Your semantics point ("stateless"):
SAA needs DAD. 6LoWPAN-ND does DAD in a different way, because it
cannot rely on transitive multicast. But it still does SAA.
If you really want to focus on the "stateless" in SAA, what about
the states that an SAA node is in (optimistic, tentative, preferred,
deprecated). I can already argue that original SAA is not
"stateless" for this definition of stateless. So I'm not surprised
you can do that for your favorite definition.

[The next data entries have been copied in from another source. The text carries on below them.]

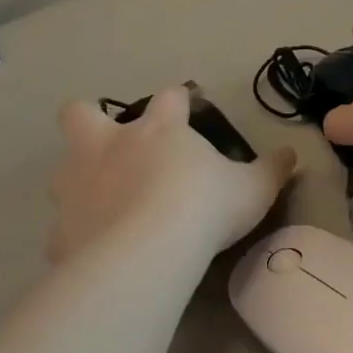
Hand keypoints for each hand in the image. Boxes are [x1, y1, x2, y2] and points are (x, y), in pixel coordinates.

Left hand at [47, 87, 295, 264]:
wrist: (148, 252)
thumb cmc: (204, 207)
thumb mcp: (253, 189)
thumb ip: (272, 170)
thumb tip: (292, 154)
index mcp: (158, 130)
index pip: (170, 98)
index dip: (180, 100)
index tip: (189, 108)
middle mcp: (108, 147)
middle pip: (80, 114)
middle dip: (89, 119)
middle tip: (112, 145)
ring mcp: (78, 186)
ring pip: (64, 171)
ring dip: (81, 182)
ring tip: (106, 207)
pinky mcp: (61, 230)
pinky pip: (64, 230)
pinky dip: (78, 237)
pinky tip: (97, 254)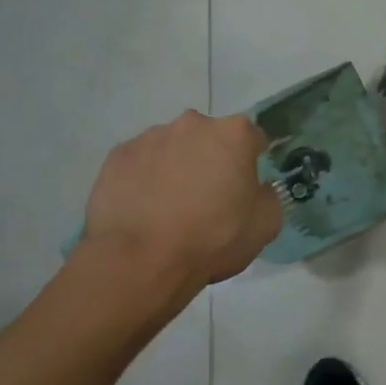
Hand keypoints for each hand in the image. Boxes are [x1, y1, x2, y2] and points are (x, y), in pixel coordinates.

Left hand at [83, 111, 281, 284]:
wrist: (141, 260)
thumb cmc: (213, 238)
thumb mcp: (266, 224)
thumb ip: (268, 196)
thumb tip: (257, 188)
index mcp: (234, 134)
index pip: (254, 138)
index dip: (254, 161)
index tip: (248, 186)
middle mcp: (192, 124)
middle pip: (210, 138)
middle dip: (212, 159)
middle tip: (209, 197)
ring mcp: (150, 137)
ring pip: (173, 148)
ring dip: (177, 167)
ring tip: (171, 207)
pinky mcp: (117, 156)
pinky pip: (140, 163)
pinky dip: (145, 178)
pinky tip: (145, 209)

Sorry, replace "state" with "per-node state not maintained by the node
configuring its interface". That is what I meant by "state" in
previous emails and that is what is meant by "state"-less in RFC 4682,
at least my interpretation of it.
The 16-bit address search (it's not really assignment) goes beyond
SAA, yes.
It appears to be a good optimization (and that's what 6LoWPAN-ND is
about) to not let the node guess repeatedly until it finds a free
slot.
I don't see an additional server, the ER is needed in any case.
As I mentioned before, "server" is in the functional sense. It is
additional code running somewhere else other than the node trying to
configure an address. It is a piece of code that a joining node must
interact with simply to join the network. As I said before, if that
server fails, communication to that server fails, or management of
that state fails, nodes cannot properly join the network.

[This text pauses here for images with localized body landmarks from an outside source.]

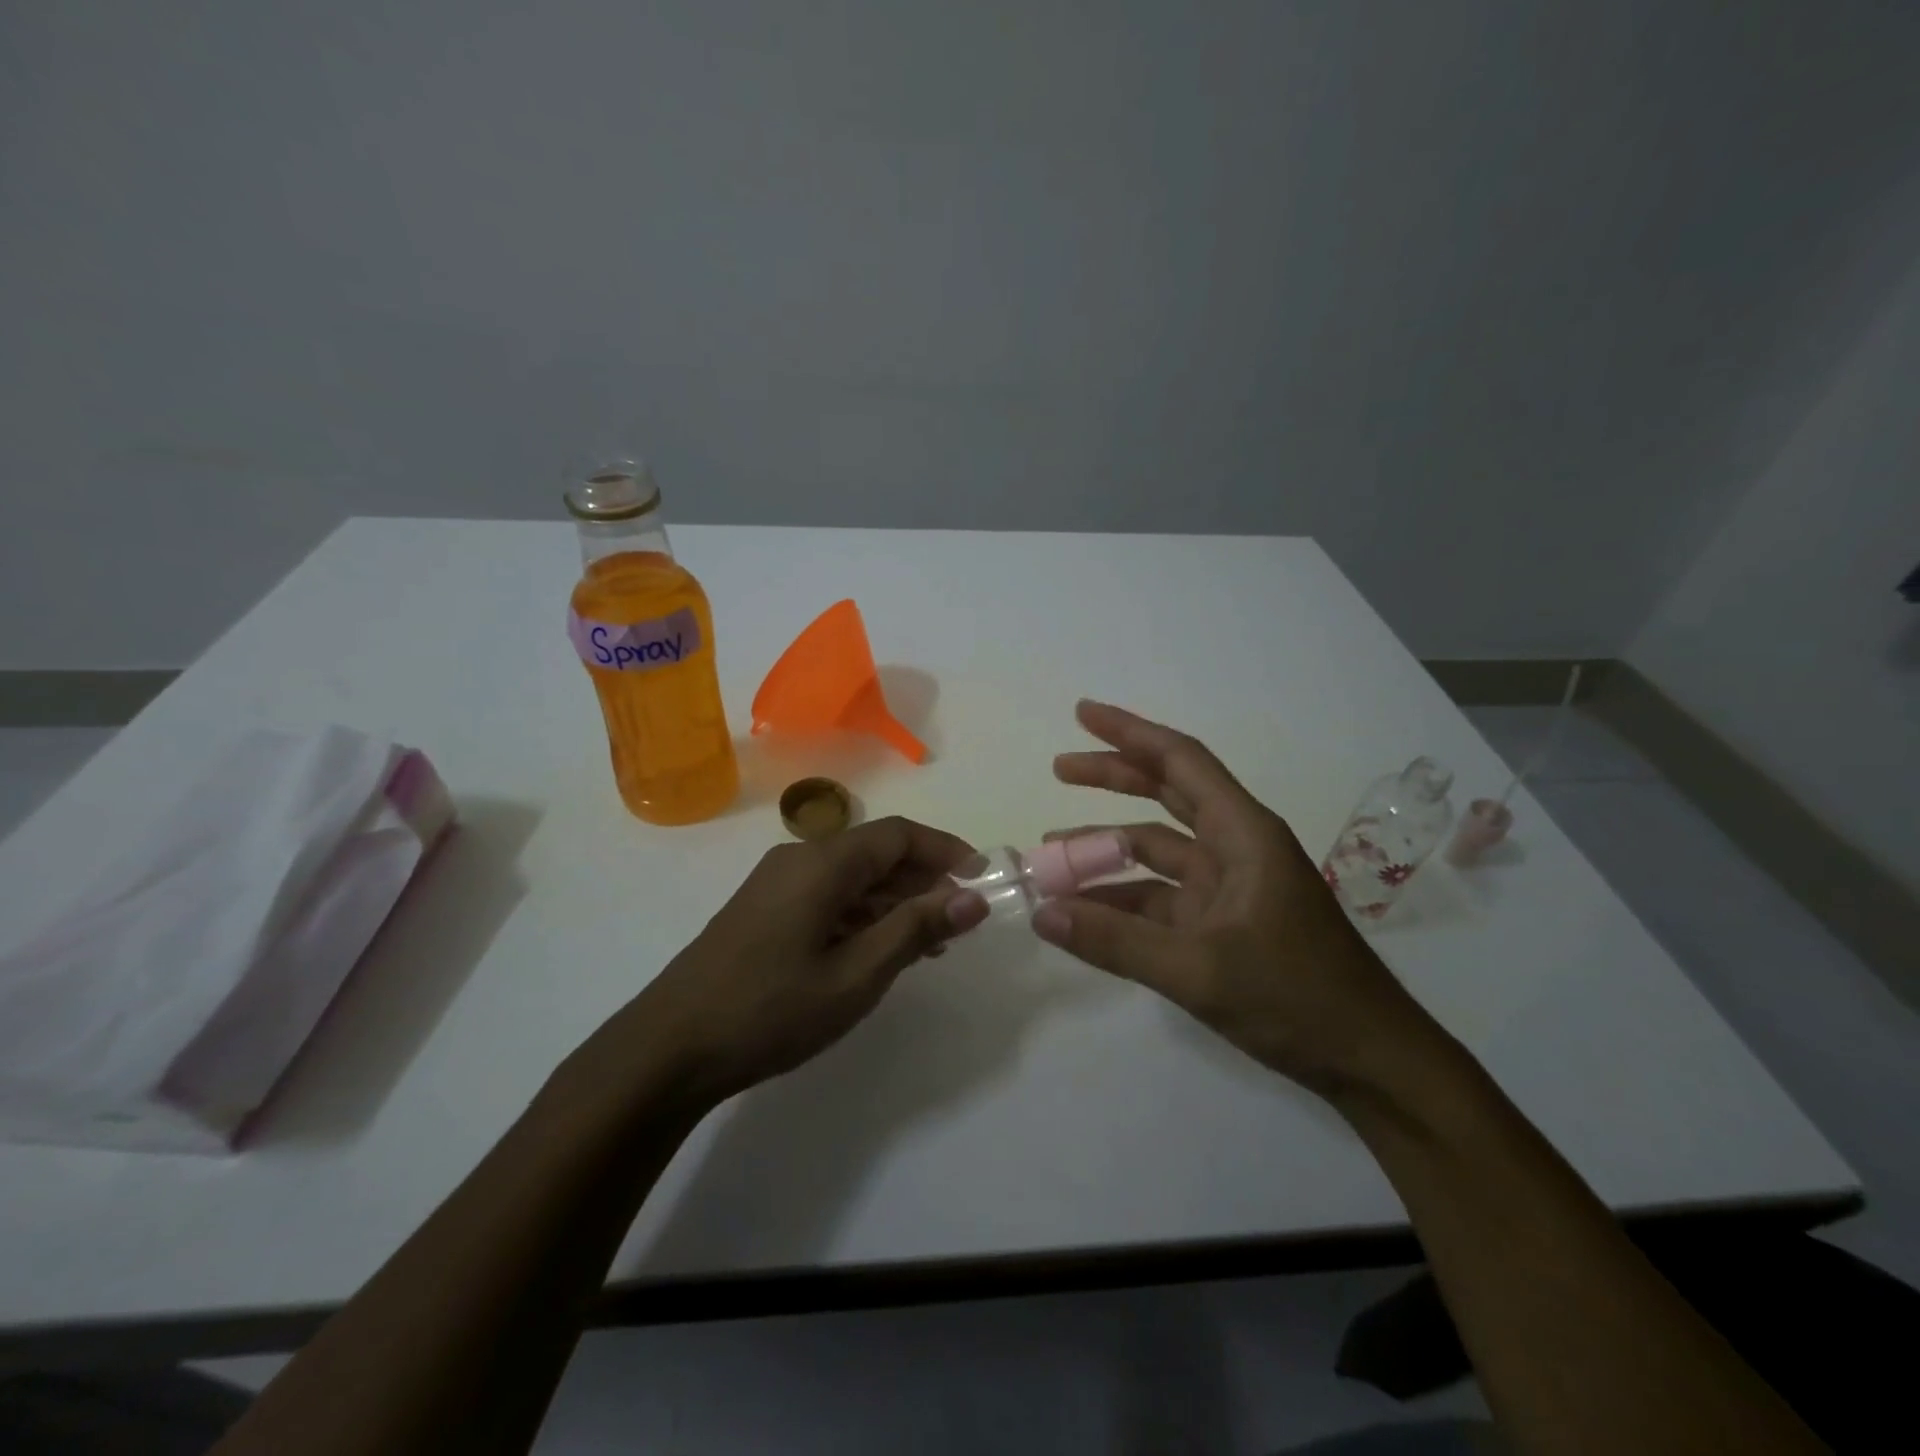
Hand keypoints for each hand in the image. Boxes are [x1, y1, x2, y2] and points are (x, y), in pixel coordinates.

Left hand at [597, 817, 987, 1106]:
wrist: (669, 1049)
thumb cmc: (771, 1010)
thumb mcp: (856, 975)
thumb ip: (915, 929)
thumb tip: (972, 898)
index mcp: (823, 862)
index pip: (899, 834)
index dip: (946, 851)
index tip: (982, 879)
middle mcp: (800, 858)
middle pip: (876, 852)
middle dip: (924, 879)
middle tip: (961, 920)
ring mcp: (777, 884)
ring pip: (852, 876)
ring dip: (895, 900)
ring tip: (931, 943)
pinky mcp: (764, 909)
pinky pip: (828, 896)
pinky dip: (863, 914)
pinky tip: (880, 950)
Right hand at [1038, 700, 1446, 1099]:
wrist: (1370, 1061)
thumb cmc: (1297, 998)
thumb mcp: (1199, 970)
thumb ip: (1115, 942)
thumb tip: (1042, 914)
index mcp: (1242, 834)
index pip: (1180, 761)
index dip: (1129, 733)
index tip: (1082, 715)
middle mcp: (1235, 848)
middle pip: (1166, 794)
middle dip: (1112, 778)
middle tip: (1058, 769)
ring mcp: (1228, 888)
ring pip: (1157, 850)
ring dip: (1108, 850)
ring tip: (1053, 855)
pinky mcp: (1222, 924)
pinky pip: (1161, 898)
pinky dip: (1123, 900)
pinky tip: (1084, 913)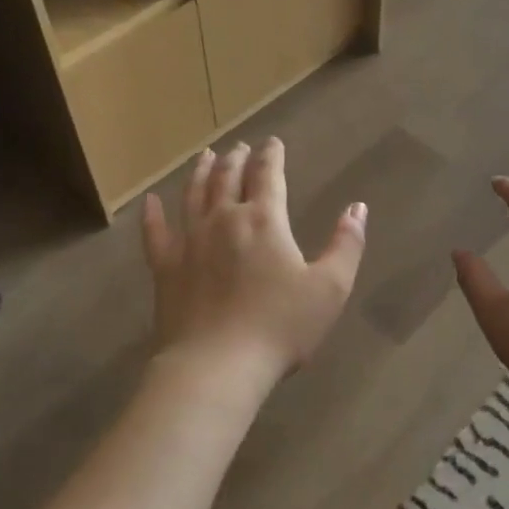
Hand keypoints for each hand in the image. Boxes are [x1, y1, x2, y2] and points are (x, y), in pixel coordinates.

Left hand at [142, 139, 366, 389]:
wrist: (216, 366)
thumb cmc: (280, 327)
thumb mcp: (330, 288)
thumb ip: (346, 244)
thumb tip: (357, 207)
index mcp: (264, 220)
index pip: (268, 175)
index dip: (271, 155)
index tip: (272, 142)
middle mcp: (224, 219)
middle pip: (228, 177)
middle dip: (236, 158)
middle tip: (239, 147)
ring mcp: (189, 241)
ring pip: (193, 195)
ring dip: (200, 172)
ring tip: (205, 156)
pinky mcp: (165, 267)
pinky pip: (155, 232)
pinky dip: (152, 214)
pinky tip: (150, 201)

The ER better knows which nodes are in the LoWPAN (or it will create
lots of pointless RREQs), so it is absolutely natural for it to have
that table ("whiteboard").
Again, we all understand the purpose of the whiteboard. I just want to
be fair on what it actually provides and the constraints it places on
the network. In particular, it does not allow a node to perform DAD
autonomously, and as a result, does not allow a node to assign a
preferred address autonomously. OTOH, SLAAC with DAD in RFC 4862 does
allow a node to assign a preferred address autonomously.